A capacidade e a legitimidade de indignar-se diante do inadmissível atravessam um dos últimos textos de Paulo Freire. Em abril de 1997, um assassinato escandalizou o país: jovens atearam fogo num homem que se encontrava num ponto de ônibus após uma manifestação dos povos originários em Brasília. Seu nome: Galdino Jesus dos Santos. Ficou conhecido como Galdino Pataxó. A contundente indignação de Freire frente a esse crime foi publicada no livro póstumo, organizado por Nita Freire, Pedagogia da indignação: cartas pedagógicas e outros escritos. Décadas após o assassinato de Galdino Pataxó, os povos originários continuam enfrentando todo tipo de violência, inclusive a praticada e ou apoiada por governos eleitos. A pedagogia da indignação vai se transformando em “pedagogia da raiva” (Rodrigo Barchi). Os povos originários resistem como sempre resistiram. Denunciam e reivindicam, com inúmeras vozes e linguagens, seus direitos. Ampliam suas redes de solidariedade. Estão presentes nas universidades, centros culturais, museus e galerias de arte contemporânea, nas ruas, esquinas e avenidas.

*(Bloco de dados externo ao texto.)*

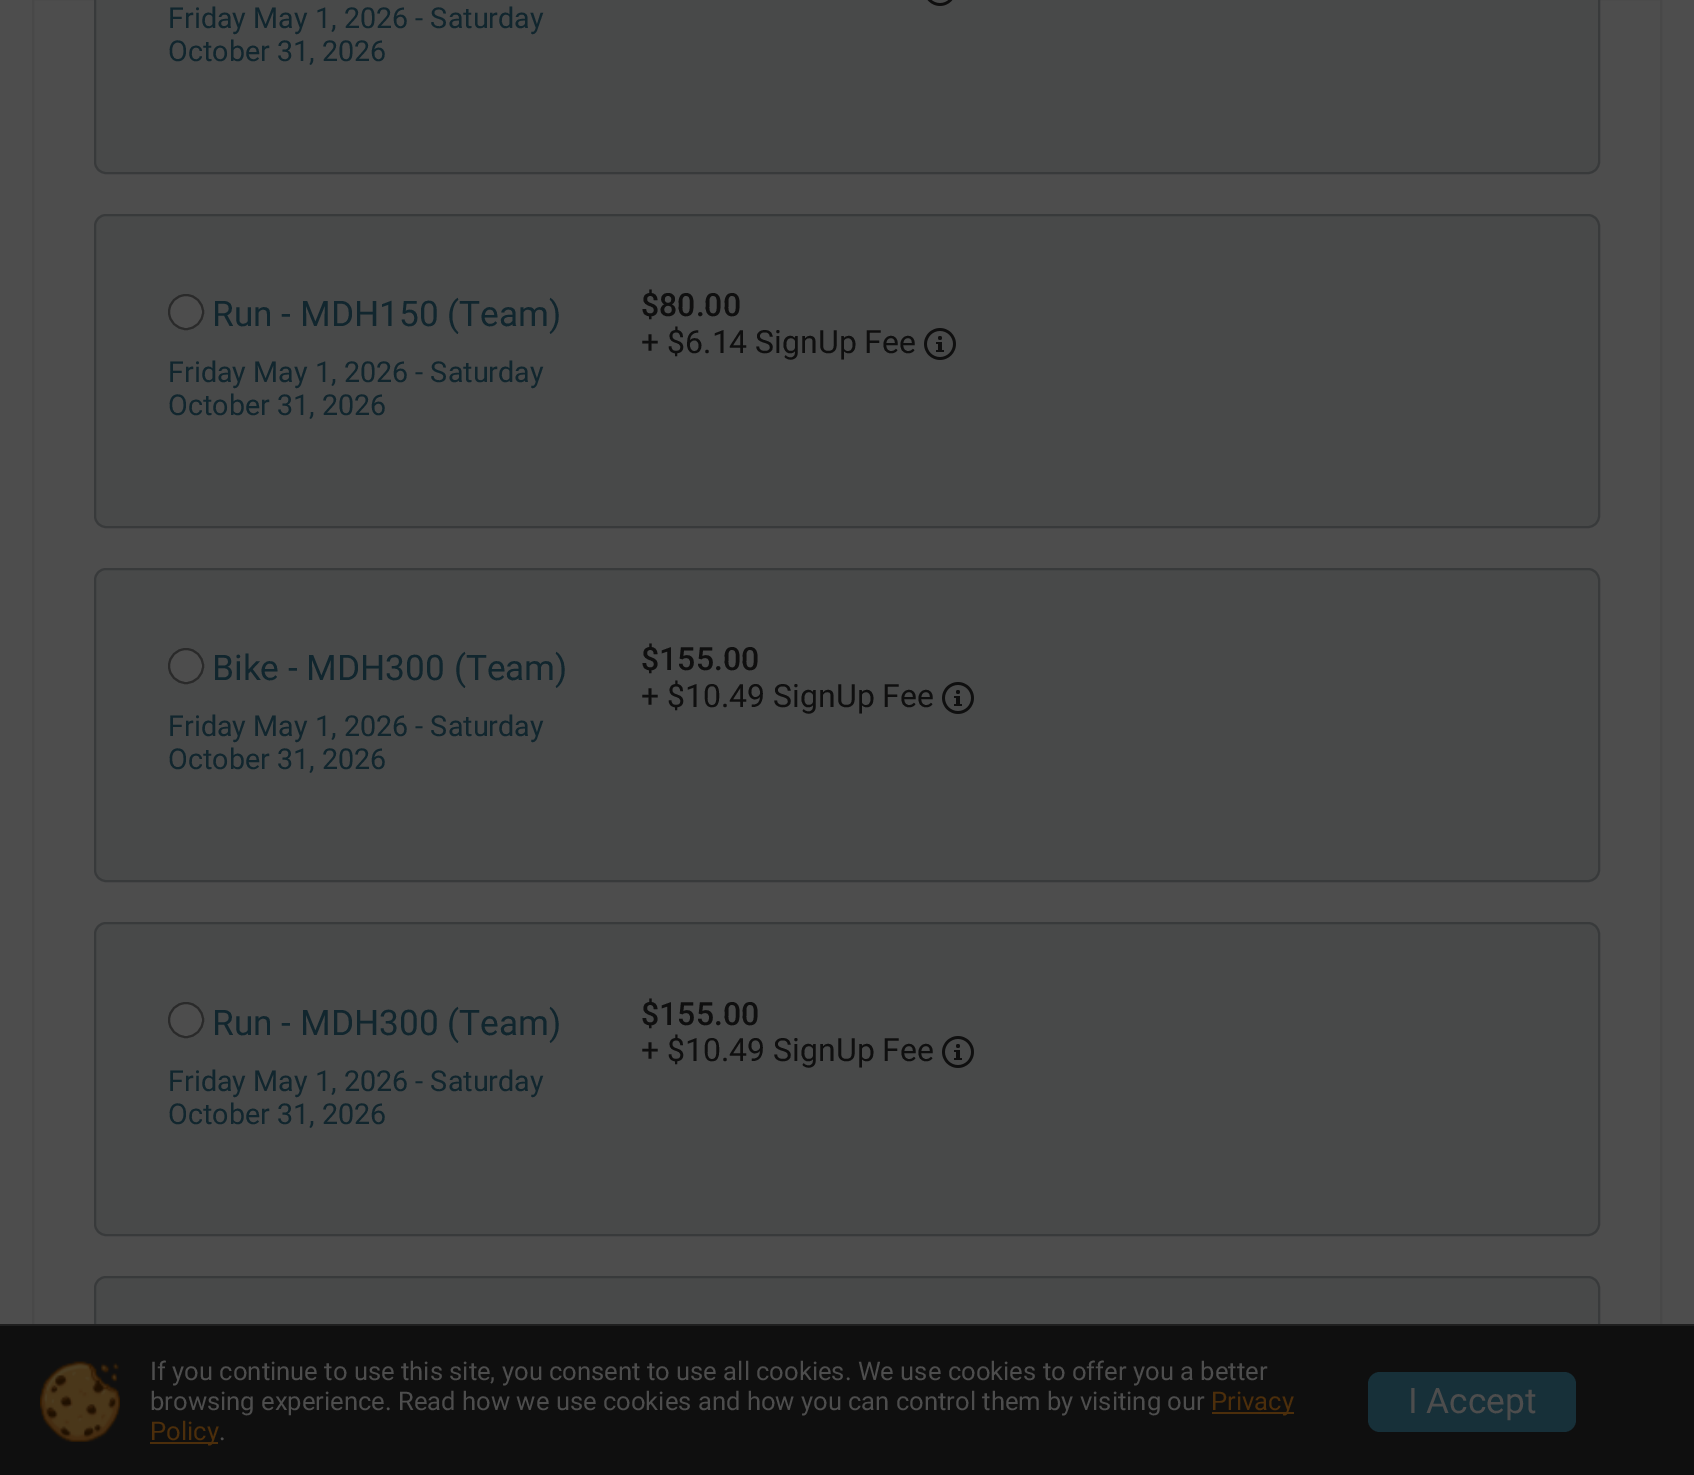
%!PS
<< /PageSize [1694 1475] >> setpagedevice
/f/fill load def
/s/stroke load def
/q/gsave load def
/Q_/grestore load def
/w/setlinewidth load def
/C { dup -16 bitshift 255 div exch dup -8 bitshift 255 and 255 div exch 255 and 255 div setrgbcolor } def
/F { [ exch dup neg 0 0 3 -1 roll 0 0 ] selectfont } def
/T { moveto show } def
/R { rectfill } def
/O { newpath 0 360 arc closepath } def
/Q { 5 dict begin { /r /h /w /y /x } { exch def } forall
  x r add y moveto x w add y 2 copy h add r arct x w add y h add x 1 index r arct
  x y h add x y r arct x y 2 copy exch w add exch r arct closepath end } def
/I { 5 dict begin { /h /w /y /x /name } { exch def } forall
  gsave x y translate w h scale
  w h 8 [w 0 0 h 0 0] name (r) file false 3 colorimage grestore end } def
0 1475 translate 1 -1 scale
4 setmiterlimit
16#4D4D4D C
0 0 1694 1475 R
16#484848 C
2 w
33 -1 1628 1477 rectstroke
16#484949 C
95 -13 1504 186 11 Q q f Q_
16#383A3B C
s
(1.rgb) 927 0 26 6 I
/Roboto-Regular 28.75 F
16#11262E C
(Friday May 1, 2026 - Saturday) 168 28 T
(October 31, 2026) 168 61 T
16#484949 C
95 215 1504 312 11 Q q f Q_
16#383A3B C
s
16#4D4D4D C
186 312 17 O q f Q_
16#2A2A2A C
s
/Roboto-Regular 35.25 F
16#11262E C
(Run - MDH150 \(Team\)) 212 326 T
/Roboto-Regular 28.75 F
(Friday May 1, 2026 - Saturday) 168 382 T
(October 31, 2026) 168 415 T
/Roboto-Medium 32 F
16#0F0F0F C
($80.00) 641 316 T
/Roboto-Regular 32 F
(+ $6.14 SignUp Fee) 641 353 T
(2.rgb) 924 328 32 32 I
16#484949 C
95 569 1504 312 11 Q q f Q_
16#383A3B C
s
16#4D4D4D C
186 666 17 O q f Q_
16#2A2A2A C
s
/Roboto-Regular 35.25 F
16#11262E C
(Bike - MDH300 \(Team\)) 212 680 T
/Roboto-Regular 28.75 F
(Friday May 1, 2026 - Saturday) 168 736 T
(October 31, 2026) 168 769 T
/Roboto-Medium 32 F
16#0F0F0F C
($155.00) 641 670 T
/Roboto-Regular 32 F
(+ $10.49 SignUp Fee) 641 707 T
(2.rgb) 942 682 32 32 I
16#484949 C
95 923 1504 312 11 Q q f Q_
16#383A3B C
s
16#4D4D4D C
186 1020 17 O q f Q_
16#2A2A2A C
s
/Roboto-Regular 35.25 F
16#11262E C
(Run - MDH300 \(Team\)) 212 1035 T
/Roboto-Regular 28.75 F
(Friday May 1, 2026 - Saturday) 168 1091 T
(October 31, 2026) 168 1124 T
/Roboto-Medium 32 F
16#0F0F0F C
($155.00) 641 1025 T
/Roboto-Regular 32 F
(+ $10.49 SignUp Fee) 641 1061 T
(2.rgb) 942 1036 32 32 I
16#484949 C
95 1277 1504 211 11 Q q f Q_
16#383A3B C
s
16#0F0F0F C
0 1326 1694 149 R
16#1F1F1F C
0 1324 1694 2 R
(3.rgb) 40 1361 80 81 I
/Roboto-Regular 25.6 F
16#4D4D4D C
(If you continue to use this site, you consent to use all cookies. We use cookies to offer you a better) 150 1380 T
(browsing experience. Read how we use cookies and how you can control them by visiting our) 150 1410 T
16#4C2E0B C
1212 1412 82 2 R
(Privacy) 1211 1410 T
150 1442 68 2 R
(Policy) 150 1440 T
16#4D4D4D C
(.) 219 1440 T
16#173039 C
1368 1372 208 60 12 Q f
/Roboto-Regular 35.25 F
16#4D4D4D C
(I Accept) 1408 1413 T
showpage
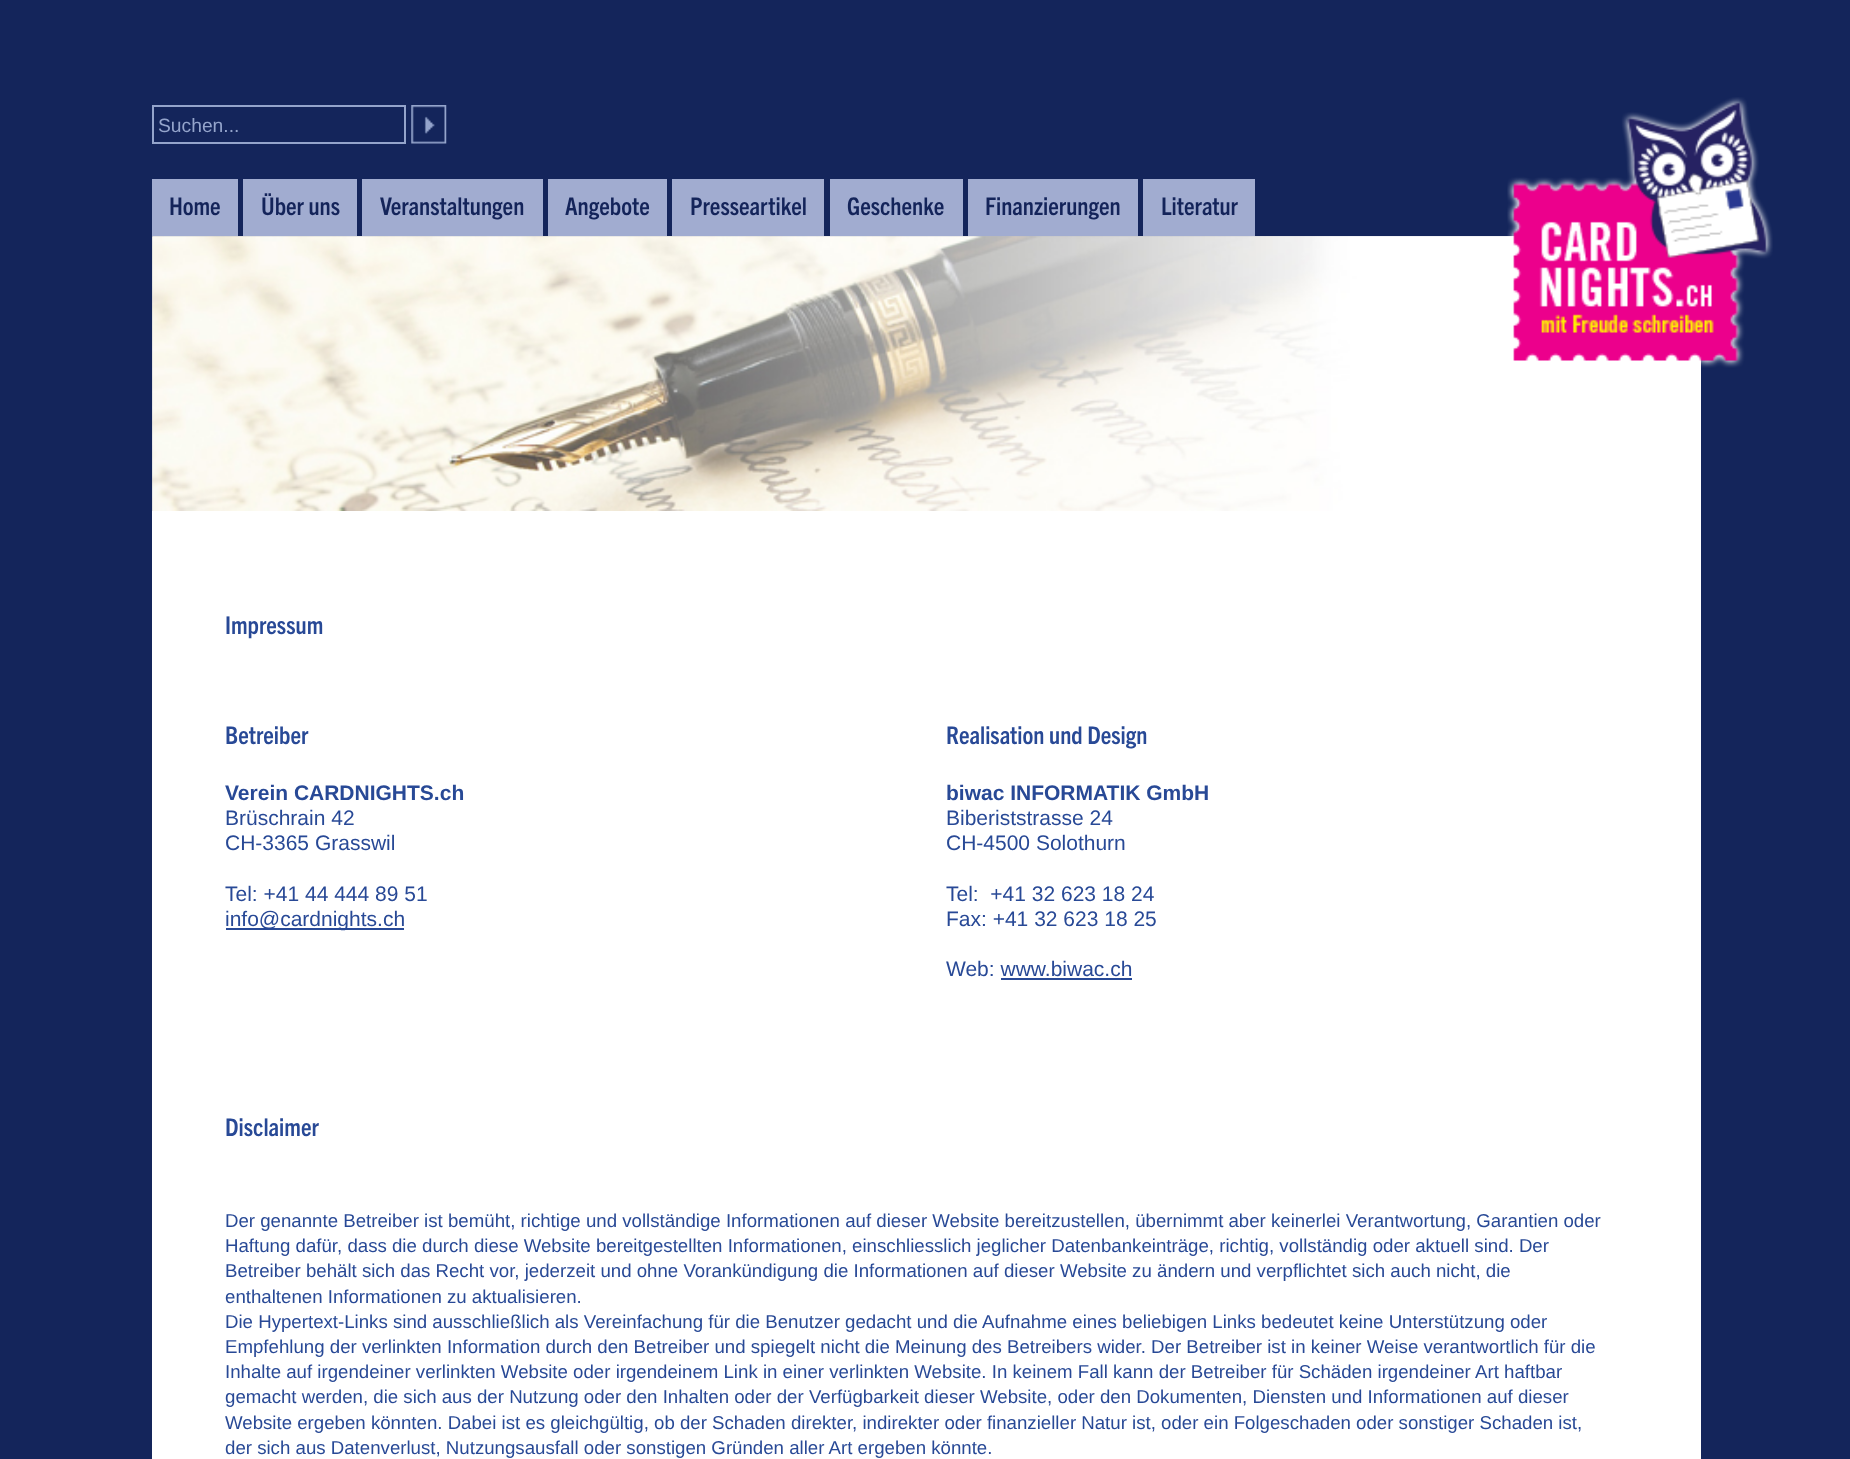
<!DOCTYPE html>
<meta charset="utf-8">
<style>body { margin: 0 } canvas { display: block }</style>
<canvas id="canvas" width="1850" height="1459"></canvas>
<script type="module">
  const canvas = document.getElementById("canvas");
  const g = canvas.getContext("2d");
  g.miterLimit = 4;
  g.fontKerning = "normal";
  function drawText(s, x, y, [font, color]) {
    g.font = font;
    g.fillStyle = color;
    g.fillText(s, x, y);
  }
  function fillBox(x, y, w, h, color) {
    g.fillStyle = color;
    g.fillRect(x, y, w, h);
  }
  async function drawPicture(src, x, y, w, h) {
    const img = new Image();
    img.src = src;
    await img.decode();
    g.drawImage(img, x, y, w, h);
  }

  const s1 = ["19.25px Liberation Sans", "#94A4CB"];
  const s2 = ["bold 24.5px 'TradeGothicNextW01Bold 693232'", "#14245A"];
  const s3 = ["bold 24.5px 'TradeGothicNextW01Bold 693232'", "#284996"];
  const s4 = ["bold 21px Liberation Sans", "#284996"];
  const s5 = ["21px Liberation Sans", "#284996"];
  const s6 = ["18.67px Liberation Sans", "#284996"];

  fillBox(0, 0, 1850, 1459, "#14255B");
  g.strokeStyle = "#94A4CB";
  g.lineWidth = 2;
  g.strokeRect(153, 106, 252, 37);
  drawText("Suchen...", 158, 132, s1);
  await drawPicture("pic1.png", 411, 105, 36, 39);
  await drawPicture("pic3.png", 152, 236, 1363, 275);
  await drawPicture("pic4.png", 152, 236, 1549, 275);
  await drawPicture("pic2.png", 1507, 97, 266, 271);
  fillBox(152, 179, 86, 57, "#A1ACD0");
  drawText("Home", 169, 215, s2);
  fillBox(243, 179, 114, 57, "#A1ACD0");
  drawText("Über uns", 261, 215, s2);
  fillBox(362, 179, 181, 57, "#A1ACD0");
  drawText("Veranstaltungen", 380, 215, s2);
  fillBox(548, 179, 119, 57, "#A1ACD0");
  drawText("Angebote", 565, 215, s2);
  fillBox(672, 179, 152, 57, "#A1ACD0");
  drawText("Presseartikel", 690, 215, s2);
  fillBox(830, 179, 133, 57, "#A1ACD0");
  drawText("Geschenke", 847, 215, s2);
  fillBox(968, 179, 170, 57, "#A1ACD0");
  drawText("Finanzierungen", 985, 215, s2);
  fillBox(1143, 179, 112, 57, "#A1ACD0");
  drawText("Literatur", 1161, 215, s2);
  fillBox(152, 511, 1549, 948, "#FFFFFF");
  drawText("Impressum", 225, 634, s3);
  drawText("Betreiber", 225, 744, s3);
  drawText("Verein CARDNIGHTS.ch", 225, 800, s4);
  drawText("Brüschrain 42", 225, 825, s5);
  drawText("CH-3365 Grasswil", 225, 850, s5);
  drawText("Tel: +41 44 444 89 51", 225, 901, s5);
  fillBox(226, 928, 178, 2, "#284996");
  drawText("info@cardnights.ch", 225, 926, s5);
  drawText("Realisation und Design", 946, 744, s3);
  drawText("biwac INFORMATIK GmbH", 946, 800, s4);
  drawText("Biberiststrasse 24", 946, 825, s5);
  drawText("CH-4500 Solothurn", 946, 850, s5);
  drawText("Tel:  +41 32 623 18 24", 946, 901, s5);
  drawText("Fax: +41 32 623 18 25", 946, 926, s5);
  drawText("Web: www.biwac.ch", 946, 976, s5);
  fillBox(1001, 978, 131, 2, "#284996");
  drawText("Disclaimer", 225, 1136, s3);
  drawText("Der genannte Betreiber ist bemüht, richtige und vollständige Informationen auf dieser Website bereitzustellen, übernimmt aber keinerlei Verantwortung, Garantien oder", 225, 1227, s6);
  drawText("Haftung dafür, dass die durch diese Website bereitgestellten Informationen, einschliesslich jeglicher Datenbankeinträge, richtig, vollständig oder aktuell sind. Der", 225, 1252, s6);
  drawText("Betreiber behält sich das Recht vor, jederzeit und ohne Vorankündigung die Informationen auf dieser Website zu ändern und verpflichtet sich auch nicht, die", 225, 1277, s6);
  drawText("enthaltenen Informationen zu aktualisieren.", 225, 1303, s6);
  drawText("Die Hypertext-Links sind ausschließlich als Vereinfachung für die Benutzer gedacht und die Aufnahme eines beliebigen Links bedeutet keine Unterstützung oder", 225, 1328, s6);
  drawText("Empfehlung der verlinkten Information durch den Betreiber und spiegelt nicht die Meinung des Betreibers wider. Der Betreiber ist in keiner Weise verantwortlich für die", 225, 1353, s6);
  drawText("Inhalte auf irgendeiner verlinkten Website oder irgendeinem Link in einer verlinkten Website. In keinem Fall kann der Betreiber für Schäden irgendeiner Art haftbar", 225, 1378, s6);
  drawText("gemacht werden, die sich aus der Nutzung oder den Inhalten oder der Verfügbarkeit dieser Website, oder den Dokumenten, Diensten und Informationen auf dieser", 225, 1403, s6);
  drawText("Website ergeben könnten. Dabei ist es gleichgültig, ob der Schaden direkter, indirekter oder finanzieller Natur ist, oder ein Folgeschaden oder sonstiger Schaden ist,", 225, 1429, s6);
  drawText("der sich aus Datenverlust, Nutzungsausfall oder sonstigen Gründen aller Art ergeben könnte.", 225, 1454, s6);
</script>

O cacique Raoni foi recebido em audiência no Vaticano. O papa Francisco quebrou o protocolo e o abraçou. As novas gerações dos povos originários enfrentam, com arte e astúcia, a maquinaria da produção de ausência de sentidos dos poderes coloniais, colonizados e colonizadores. Oferecem banquetes anticoloniais. Um nome entre tantos possíveis: Arisanna Pataxó.

 

Marcos Reigota é professor do Programa de Pós-graduação em Educação e do Colegiado de Filosofia da Universidade de Sorocaba. Pesquisador do CNPq. Doutor pela Universidade Católica de Louvain.